[INFORMATION SHOWN Boundary: Start]

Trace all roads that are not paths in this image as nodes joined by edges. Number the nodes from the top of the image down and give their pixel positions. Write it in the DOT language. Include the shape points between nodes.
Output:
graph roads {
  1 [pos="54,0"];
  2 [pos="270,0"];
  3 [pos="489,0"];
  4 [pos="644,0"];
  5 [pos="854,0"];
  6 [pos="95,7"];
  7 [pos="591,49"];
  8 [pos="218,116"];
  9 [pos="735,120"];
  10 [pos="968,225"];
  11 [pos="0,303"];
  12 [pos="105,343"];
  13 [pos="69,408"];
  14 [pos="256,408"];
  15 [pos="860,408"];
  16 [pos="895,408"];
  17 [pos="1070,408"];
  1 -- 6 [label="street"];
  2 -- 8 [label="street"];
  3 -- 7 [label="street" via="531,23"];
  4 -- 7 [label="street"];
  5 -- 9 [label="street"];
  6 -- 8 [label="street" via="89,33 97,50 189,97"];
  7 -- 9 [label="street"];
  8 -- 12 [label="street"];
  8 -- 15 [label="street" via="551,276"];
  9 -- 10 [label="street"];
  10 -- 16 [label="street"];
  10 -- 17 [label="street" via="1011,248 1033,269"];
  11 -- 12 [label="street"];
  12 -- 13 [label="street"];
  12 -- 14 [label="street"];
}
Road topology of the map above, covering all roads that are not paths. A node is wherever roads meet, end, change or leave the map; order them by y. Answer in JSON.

[INFORMATION SHOWN Boundary: End]
[INFORMATION SHOWN Boundary: Start]

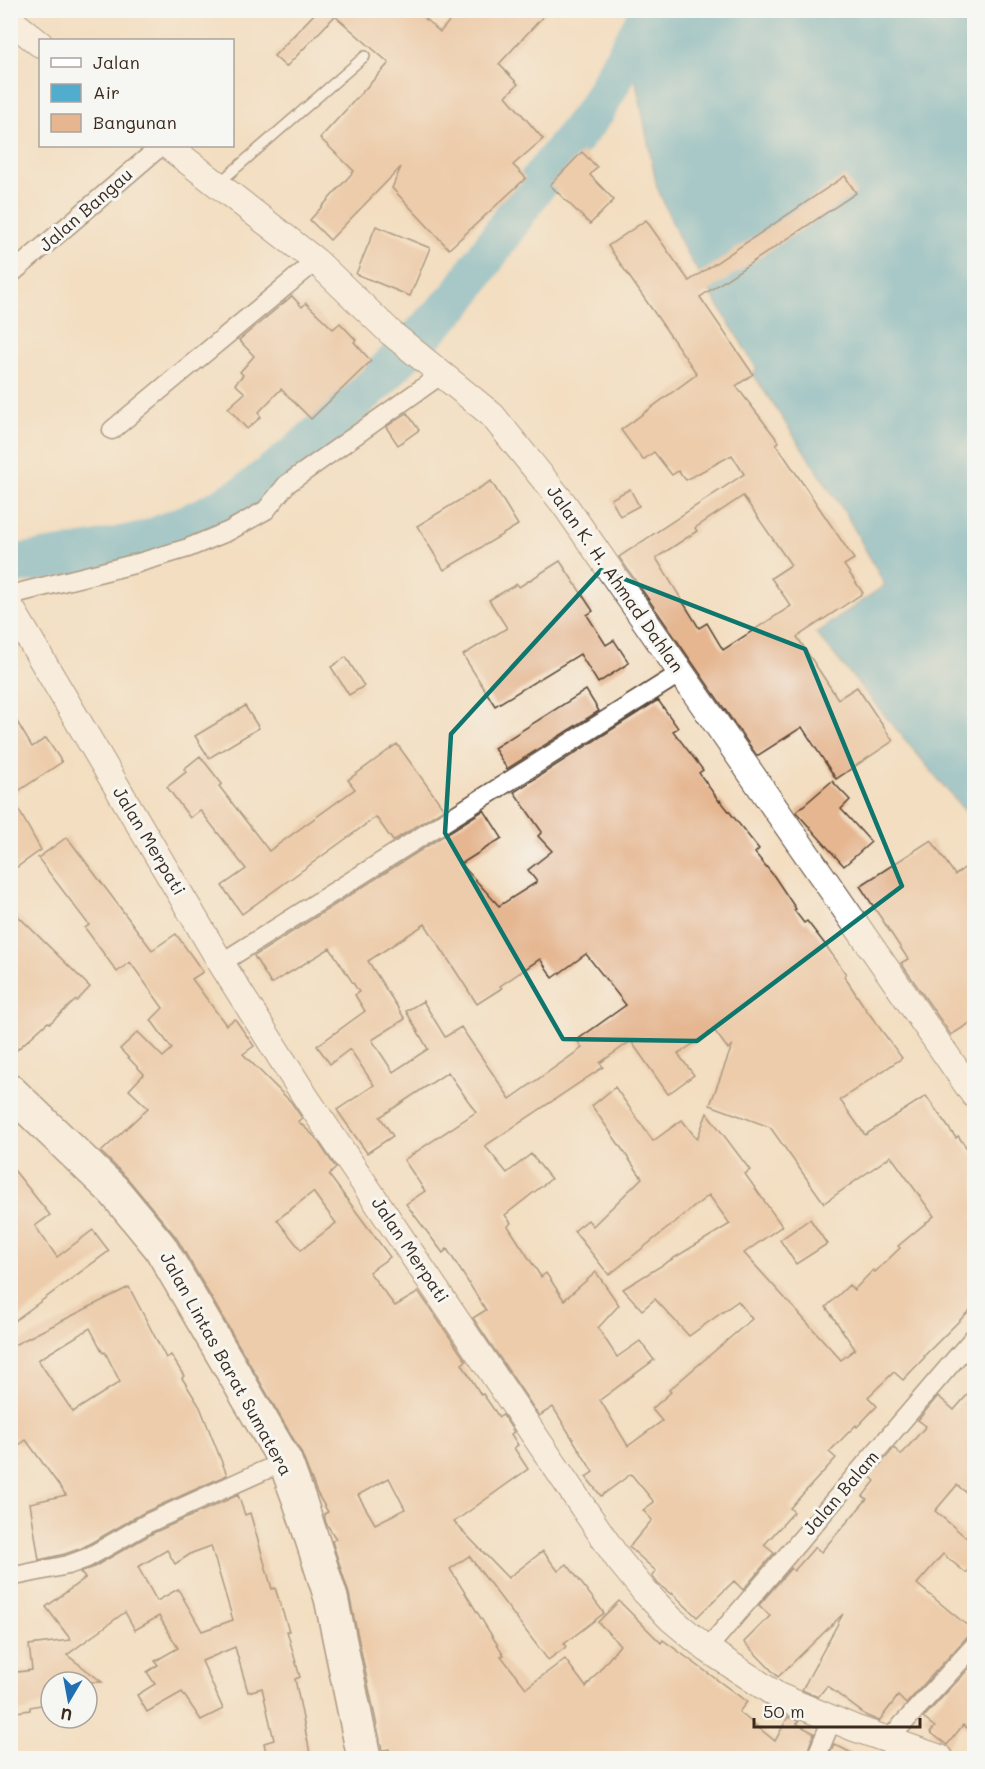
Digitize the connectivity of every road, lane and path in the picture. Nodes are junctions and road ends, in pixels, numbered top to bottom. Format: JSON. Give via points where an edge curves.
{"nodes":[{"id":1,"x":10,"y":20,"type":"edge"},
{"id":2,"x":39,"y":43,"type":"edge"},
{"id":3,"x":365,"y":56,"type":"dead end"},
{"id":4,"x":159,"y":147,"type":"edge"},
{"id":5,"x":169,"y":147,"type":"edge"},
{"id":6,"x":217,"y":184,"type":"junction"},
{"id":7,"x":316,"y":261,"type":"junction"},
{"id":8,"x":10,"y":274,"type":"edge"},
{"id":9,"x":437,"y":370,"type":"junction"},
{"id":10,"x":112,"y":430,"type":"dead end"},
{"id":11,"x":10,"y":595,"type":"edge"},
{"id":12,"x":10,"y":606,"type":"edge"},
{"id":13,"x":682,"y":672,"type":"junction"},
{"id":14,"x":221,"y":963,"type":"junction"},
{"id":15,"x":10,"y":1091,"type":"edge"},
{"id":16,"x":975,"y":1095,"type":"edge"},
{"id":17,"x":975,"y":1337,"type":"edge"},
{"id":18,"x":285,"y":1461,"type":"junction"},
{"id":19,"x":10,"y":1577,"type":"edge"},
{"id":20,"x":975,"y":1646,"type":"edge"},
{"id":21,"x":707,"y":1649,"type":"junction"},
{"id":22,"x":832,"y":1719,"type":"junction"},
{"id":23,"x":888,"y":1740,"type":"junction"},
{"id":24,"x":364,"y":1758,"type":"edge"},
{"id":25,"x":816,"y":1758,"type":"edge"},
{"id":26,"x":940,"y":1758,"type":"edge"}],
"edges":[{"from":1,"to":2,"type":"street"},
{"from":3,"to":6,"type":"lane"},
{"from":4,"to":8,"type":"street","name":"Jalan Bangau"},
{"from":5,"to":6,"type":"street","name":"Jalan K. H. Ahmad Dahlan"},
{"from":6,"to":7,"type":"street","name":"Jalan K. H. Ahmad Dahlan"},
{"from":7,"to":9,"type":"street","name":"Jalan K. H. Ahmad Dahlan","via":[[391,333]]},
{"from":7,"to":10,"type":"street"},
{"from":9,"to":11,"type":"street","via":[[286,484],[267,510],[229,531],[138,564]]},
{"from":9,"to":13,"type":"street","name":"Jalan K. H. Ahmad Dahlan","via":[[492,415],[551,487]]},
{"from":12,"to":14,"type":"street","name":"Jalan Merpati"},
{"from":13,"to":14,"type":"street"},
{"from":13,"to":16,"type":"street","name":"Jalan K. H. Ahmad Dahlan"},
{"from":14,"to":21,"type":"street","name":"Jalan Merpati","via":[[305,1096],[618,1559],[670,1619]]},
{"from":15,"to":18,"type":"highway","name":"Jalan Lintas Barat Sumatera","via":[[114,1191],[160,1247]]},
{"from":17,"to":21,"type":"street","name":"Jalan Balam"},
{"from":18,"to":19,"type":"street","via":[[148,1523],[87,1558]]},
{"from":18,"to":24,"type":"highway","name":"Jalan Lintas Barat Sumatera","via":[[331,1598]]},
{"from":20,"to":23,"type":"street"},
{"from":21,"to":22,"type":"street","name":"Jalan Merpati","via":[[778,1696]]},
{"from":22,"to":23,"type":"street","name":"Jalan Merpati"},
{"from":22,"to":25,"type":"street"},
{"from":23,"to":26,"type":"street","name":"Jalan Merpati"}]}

[INFORMATION SHOWN Boundary: End]
[INFORMATION SHOWN Boundary: Start]

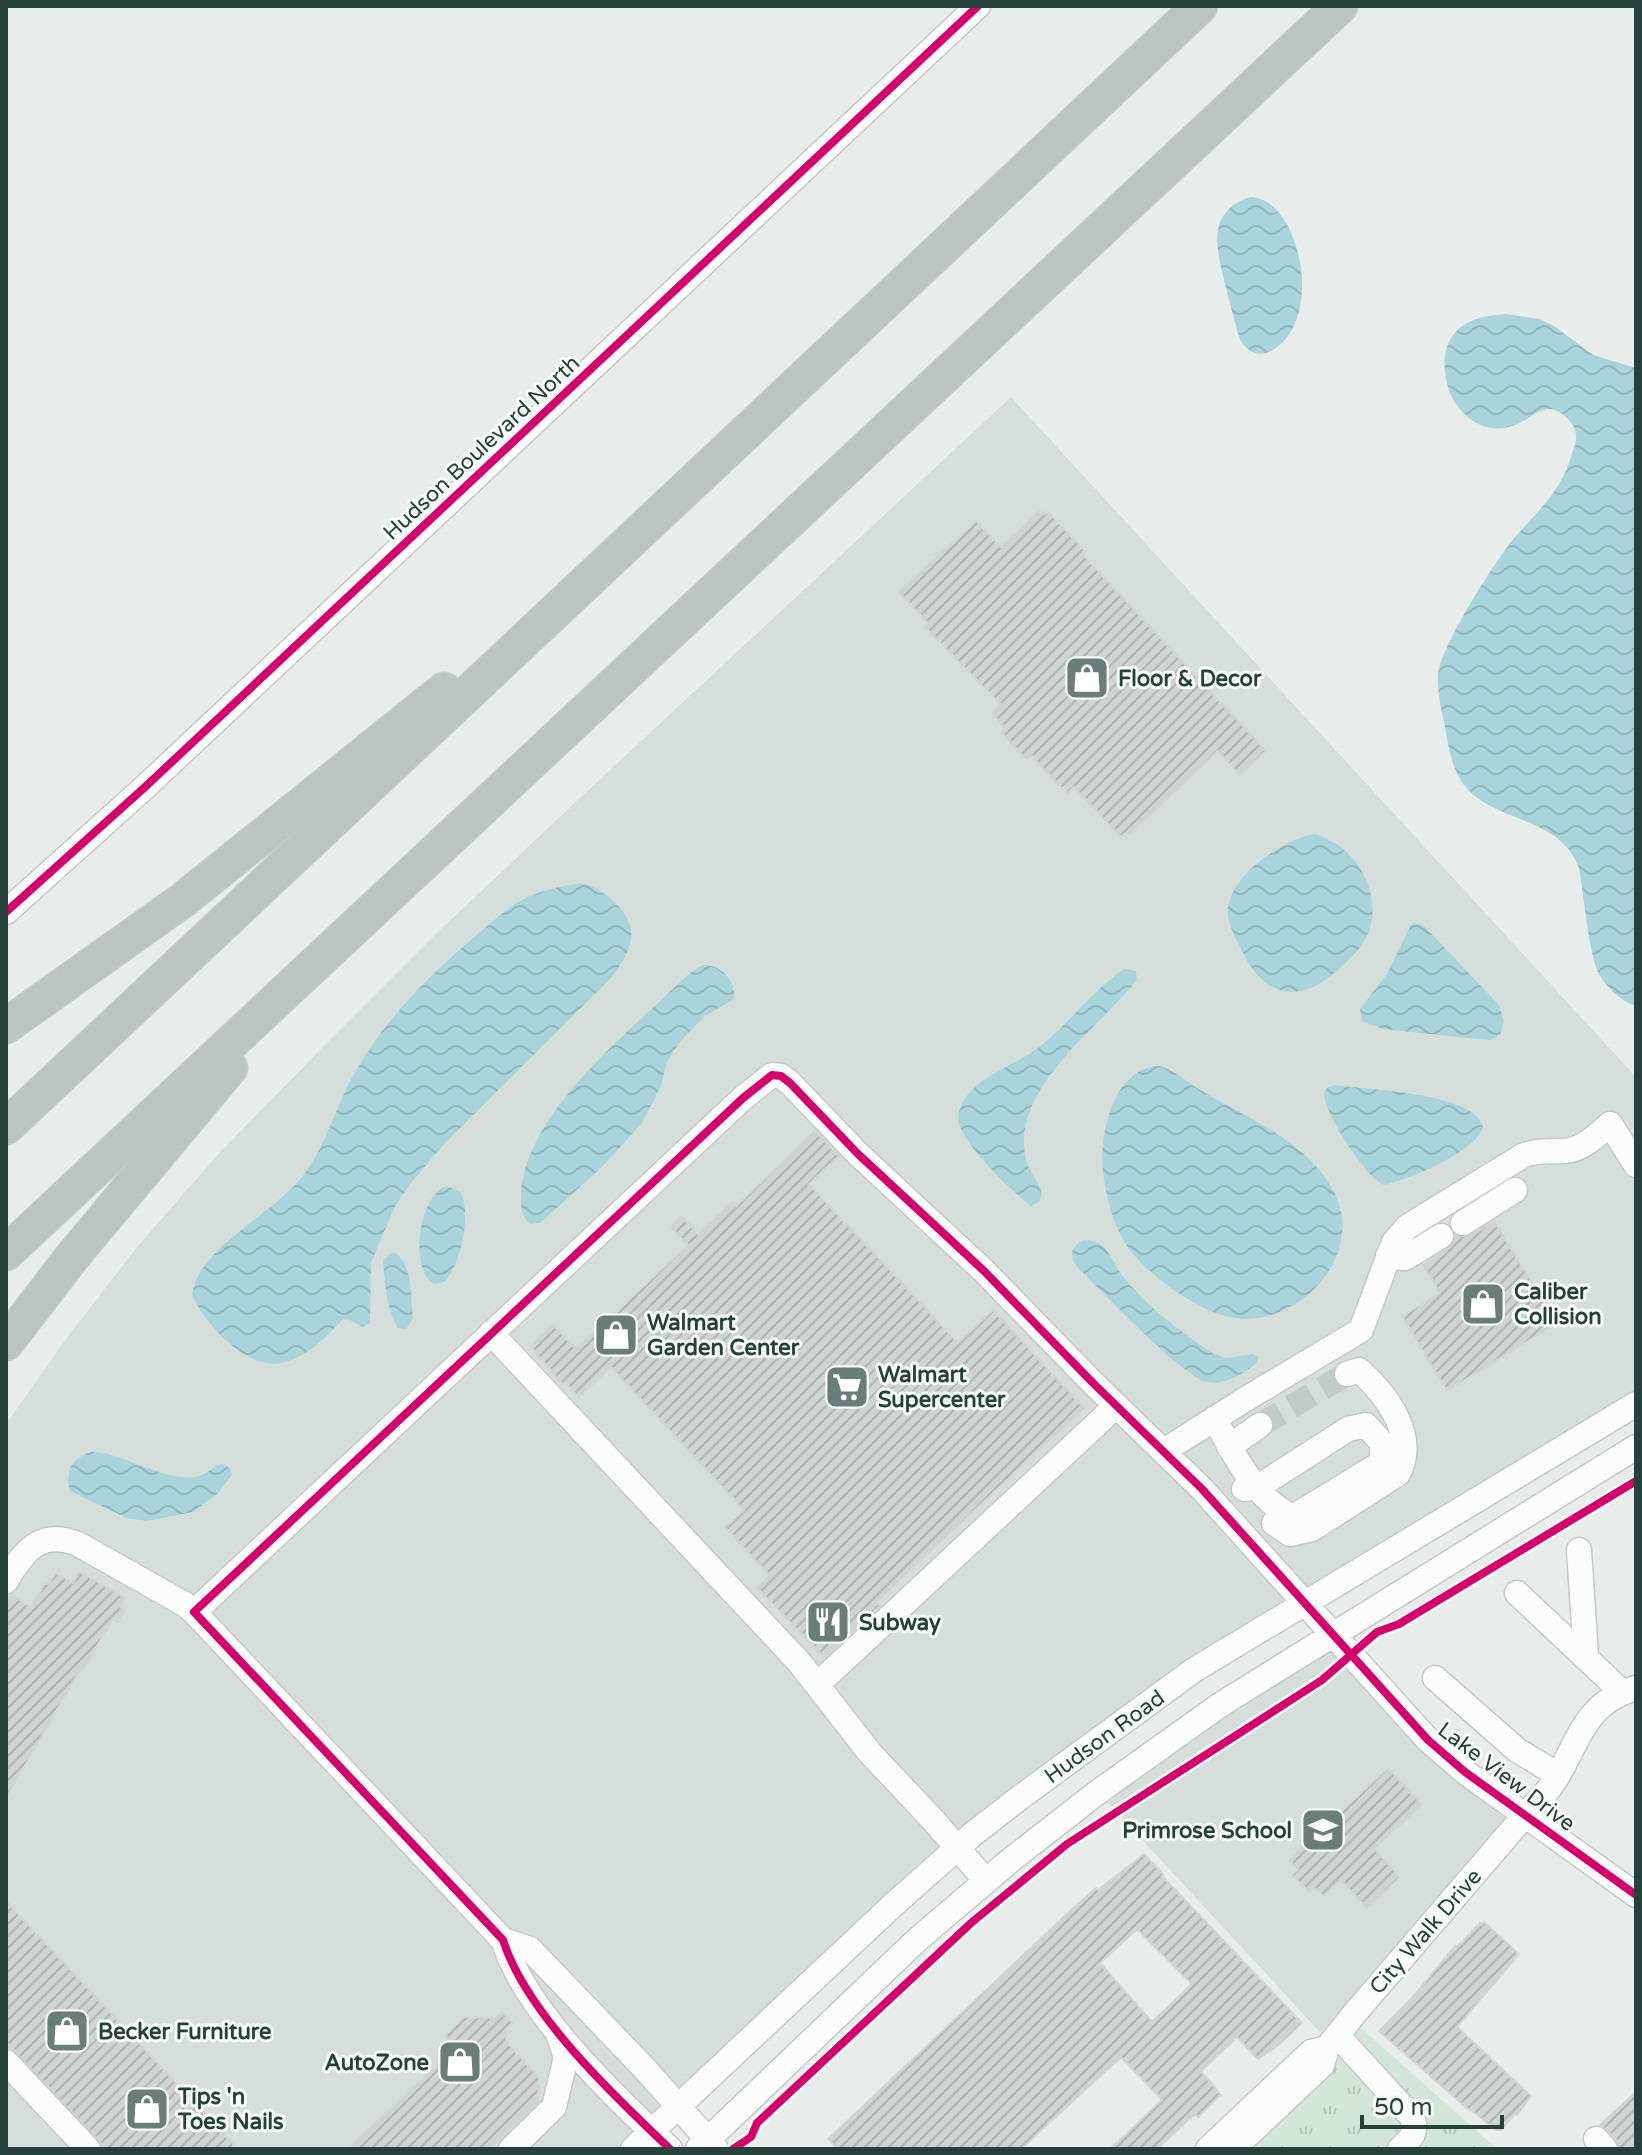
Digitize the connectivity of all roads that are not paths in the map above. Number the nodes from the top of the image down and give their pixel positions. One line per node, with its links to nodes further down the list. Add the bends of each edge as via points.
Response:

[INFORMATION SHOWN Boundary: End]

**TASK PROMPT**
Spot every line in the entries that includes the word "above", and copy each one out.

**RESPONSE TO THE TASK**
Road topology of the map above, covering all roads that are not paths. A node is wherever roads meet, end, change or leave the map; order them by y. Answer in JSON.
Digitize the connectivity of all roads that are not paths in the map above. Number the nodes from the top of the image down and give their pixel positions. One line per node, with its links to nodes further down the list. Add the bends of each edge as via points.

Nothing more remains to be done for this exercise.